Newton’s description of gravity is a crowning scientific achievement. In one insight, Newton united our physical understanding of the earth and the heavens. His description (theory) of gravity showed that not only could the heavens be understood, but that the rules they follow are the very same rules that familiar earthly objects follow. (How cool is that?!) This chapter describes how a very simple rule explains a tremendous number of phenomena.
pp. 161–162. The Universal Law of Gravity. This section outlines the very interesting story of how Newton developed the theory.
The main physics point to get from this section is in the middle of page 162: that the force of gravitational interaction is proportional (that’s what the book means by the “~” sign) to the product of the masses of the interacting objects divided by the square of the distance between them.
pp. 163–164. The Universal Gravitational Constant, G. G is the proportionality constant needed to upgrade the proportional relation of the previous section to an equation.
I need to point out that the statement in the book that “the magnitude of G is identical to the magnitude of the force…” is not strictly correct. For it to be true, the units need to be the same, which they aren’t. It is more correct to say that “the numerical value of G is identical…”.
The remainder of the section explains how G can be measured experimentally, and how knowing G allows us to calculate the mass of the earth.
pp. 165–166. Gravity and Distance: The Inverse-Square Law. This section conceptually justifies why the force of the gravitational interaction changes as 1/d2. It is as if objects with mass send out “gravity rays” that pull on other objects with mass.
Recommmended workbook exercise: p. 51, questions 1, 2, and 4.
pp, 166–172. Weight and Weightlessness; Ocean Tides. It breaks my heart that we won’t discuss this in class, but there isn’t time.
pp. 172–173. Gravitational Fields. Read this section. This is a good introduction to the concept of fields, which we will soon use extensively with electricity and magnetism.
In the representation of the Earth’s gravitational field by field lines, find the meaning of:
There is a typographic error in footnote 4 on page 173. The second line of the footnote should begin “ g = F/m” to be consistent with the words “Force F per unit of mass”. (It also must be “ g = F/m” to be correct.) The value g can be thought of as the acceleration of an object due to gravity or as the strength of the gravitational field. Both mean the same thing! Note that g depends on the mass of the earth and on the distance from the center of the earth. This does not change much between the places that are reasonably accessible to us, which are at or very near the surface of the earth.
We used the first part of this chapter earlier to learn how projectiles move in the approximately constant gravitational field near the surface of the Earth, where neither the direction nor the magnitude of the field varies much with position. Now we look at paths covering longer distances, for which the gravitational force cannot be treated as constant.

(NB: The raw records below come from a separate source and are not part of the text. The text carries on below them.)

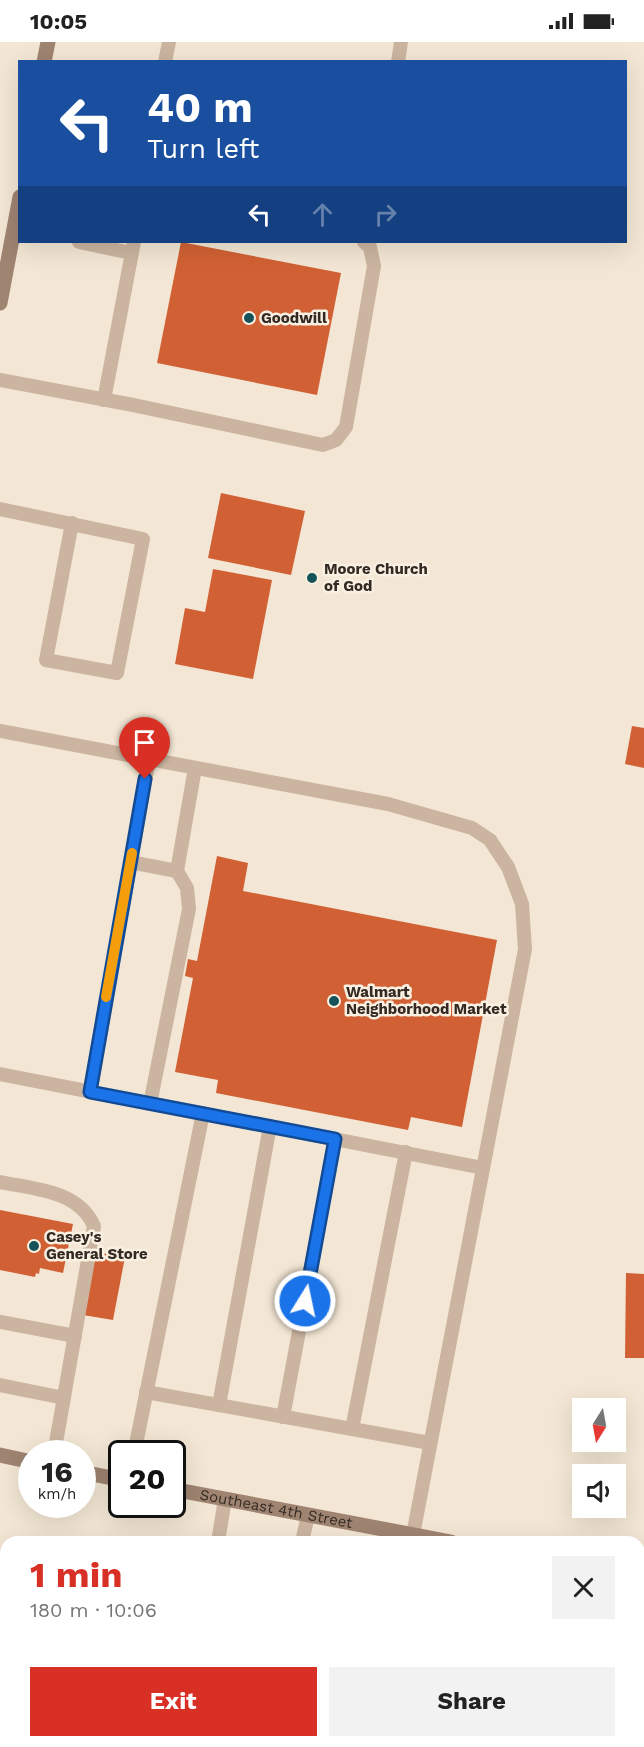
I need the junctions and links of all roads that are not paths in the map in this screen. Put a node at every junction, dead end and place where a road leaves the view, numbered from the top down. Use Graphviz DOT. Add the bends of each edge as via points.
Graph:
graph roads {
  1 [pos="48,42"];
  2 [pos="168,42"];
  3 [pos="401,42"];
  4 [pos="44,60"];
  5 [pos="165,60"];
  6 [pos="398,60"];
  7 [pos="17,228"];
  8 [pos="90,243"];
  9 [pos="365,243"];
  10 [pos="132,247"];
  11 [pos="0,303"];
  12 [pos="0,380"];
  13 [pos="104,400"];
  14 [pos="0,509"];
  15 [pos="72,523"];
  16 [pos="0,731"];
  17 [pos="149,759"];
  18 [pos="195,768"];
  19 [pos="130,862"];
  20 [pos="177,871"];
  21 [pos="0,1074"];
  22 [pos="90,1092"];
  23 [pos="150,1104"];
  24 [pos="203,1113"];
  25 [pos="270,1126"];
  26 [pos="335,1139"];
  27 [pos="406,1152"];
  28 [pos="483,1168"];
  29 [pos="0,1182"];
  30 [pos="0,1322"];
  31 [pos="75,1336"];
  32 [pos="0,1385"];
  33 [pos="146,1392"];
  34 [pos="64,1398"];
  35 [pos="219,1405"];
  36 [pos="283,1417"];
  37 [pos="352,1429"];
  38 [pos="56,1440"];
  39 [pos="137,1440"];
  40 [pos="430,1443"];
  41 [pos="0,1455"];
  42 [pos="18,1459"];
  43 [pos="186,1492"];
  44 [pos="225,1499"];
  45 [pos="308,1515"];
  46 [pos="413,1535"];
  47 [pos="219,1536"];
  48 [pos="303,1536"];
  49 [pos="418,1536"];
  1 -- 4 [label="main road"];
  2 -- 5 [label="lane"];
  3 -- 6 [label="lane"];
  7 -- 11 [label="main road"];
  8 -- 10 [label="lane"];
  9 -- 13 [label="lane" via="370,247 374,266 346,427 336,440 323,446"];
  10 -- 13 [label="lane"];
  12 -- 13 [label="lane"];
  14 -- 15 [label="lane"];
  15 -- 15 [label="lane" via="143,539 117,673 46,660"];
  16 -- 17 [label="lane"];
  17 -- 18 [label="lane"];
  17 -- 19 [label="lane"];
  18 -- 20 [label="lane"];
  18 -- 28 [label="lane" via="388,804 472,828 490,840 508,867 522,904 525,949"];
  19 -- 20 [label="lane"];
  19 -- 22 [label="lane"];
  20 -- 23 [label="lane" via="187,888 189,909"];
  21 -- 22 [label="lane"];
  22 -- 23 [label="lane"];
  23 -- 24 [label="lane"];
  24 -- 25 [label="lane"];
  24 -- 33 [label="lane"];
  25 -- 26 [label="lane"];
  25 -- 35 [label="lane"];
  26 -- 27 [label="lane"];
  26 -- 36 [label="lane"];
  27 -- 28 [label="lane"];
  27 -- 37 [label="lane"];
  28 -- 40 [label="lane"];
  29 -- 31 [label="lane" via="67,1196 89,1215 94,1226"];
  30 -- 31 [label="lane"];
  31 -- 34 [label="lane"];
  32 -- 34 [label="lane"];
  33 -- 35 [label="lane"];
  33 -- 39 [label="lane"];
  34 -- 38 [label="lane"];
  35 -- 36 [label="lane"];
  36 -- 37 [label="lane"];
  37 -- 40 [label="lane"];
  40 -- 46 [label="lane"];
  41 -- 42 [label="main road"];
  43 -- 44 [label="main road, Southeast 4th Street"];
  44 -- 45 [label="main road, Southeast 4th Street"];
  44 -- 47 [label="lane"];
  45 -- 46 [label="main road, Southeast 4th Street"];
  45 -- 48 [label="lane"];
  46 -- 49 [label="main road, Southeast 4th Street"];
}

pp. 192–193. Fast-Moving Projectiles—Satellites. The discussion here explains how an object accelerating toward the Earth may never actually reach the Earth. You have already explored this idea: any object moving in uniform circular motion is constantly accelerating toward the center of its circular path, even though it never gets any closer to the center. (Weird? Perhaps. I recommend that you take some time to remind yourself why this is true and why it makes sense.)
pp. 194–195. Circular Satellite Orbits. You should be able to read this section quickly. The physics here should be entirely familiar to you: it is just the physics of uniform circular motion. The centripetal force accelerating the satellite toward the Earth is gravity.
Note that because the centripetal force is gravity, satellites far away from the Earth accelerate less than satellites closer in. This profoundly affects the timing of orbits.
Recommmended workbook exercise: p. 58, question 2.
pp. 196–197. Elliptical Orbits. Skim this section. The important idea to take away is that orbits are not necessarily circular. When a satellite travels in an elliptical orbit, the force of gravity is not always exactly perpendicular to its velocity, so it will speed up and slow down at different parts of the cycle. A circle is just one special instance of an infinity of ellipses. In our Solar system, orbits of planets and satellites are not circular, but most are fairly close.
Recommmended workbook exercise: p. 59.
p. 198. box “World Monitoring by Satellite.” Read this if you want.
pp. 199–200. Kepler’s Laws of Planetary Motion. Skip this section. These laws are important in astronomy, and they are direct consequences of Newton’s laws and Newton’s gravitational formula (but Kepler did not know that!). We will not delve into these in class because time is short. You should, however, understand the physics behind the laws.
pp. 200–201. Energy Conservation and Satellite Motion. There is no new physics here, but you should read this short section to see how conservation of energy is manifest in the orbits of satellites. Pay attention to the Figures, and try the Check Yourself questions. If you understand this section, you have mastered the concepts of orbital motion.
Recommmended workbook exercise: p. 60, questions 1–2.
p. 201–204. Escape Speed. Even though an object’s gravitational field exerts a force on all other masses, no matter how far away, that does not necessarily mean that gravity will eventually draw all objects together.
The key physics idea is on p. 202: the gravitational potential of an object infinitely far from the Earth is 62 × 106 J/kg, not infinity. (Gravitational potential at a point in space is the gravitational potential energy an object would have if it were located at that particular position, divided by the object’s mass.) It requires calculus to actually calculate this value, but you can get the idea of why it works that way by considering the discussion in the first full paragraph on p. 202.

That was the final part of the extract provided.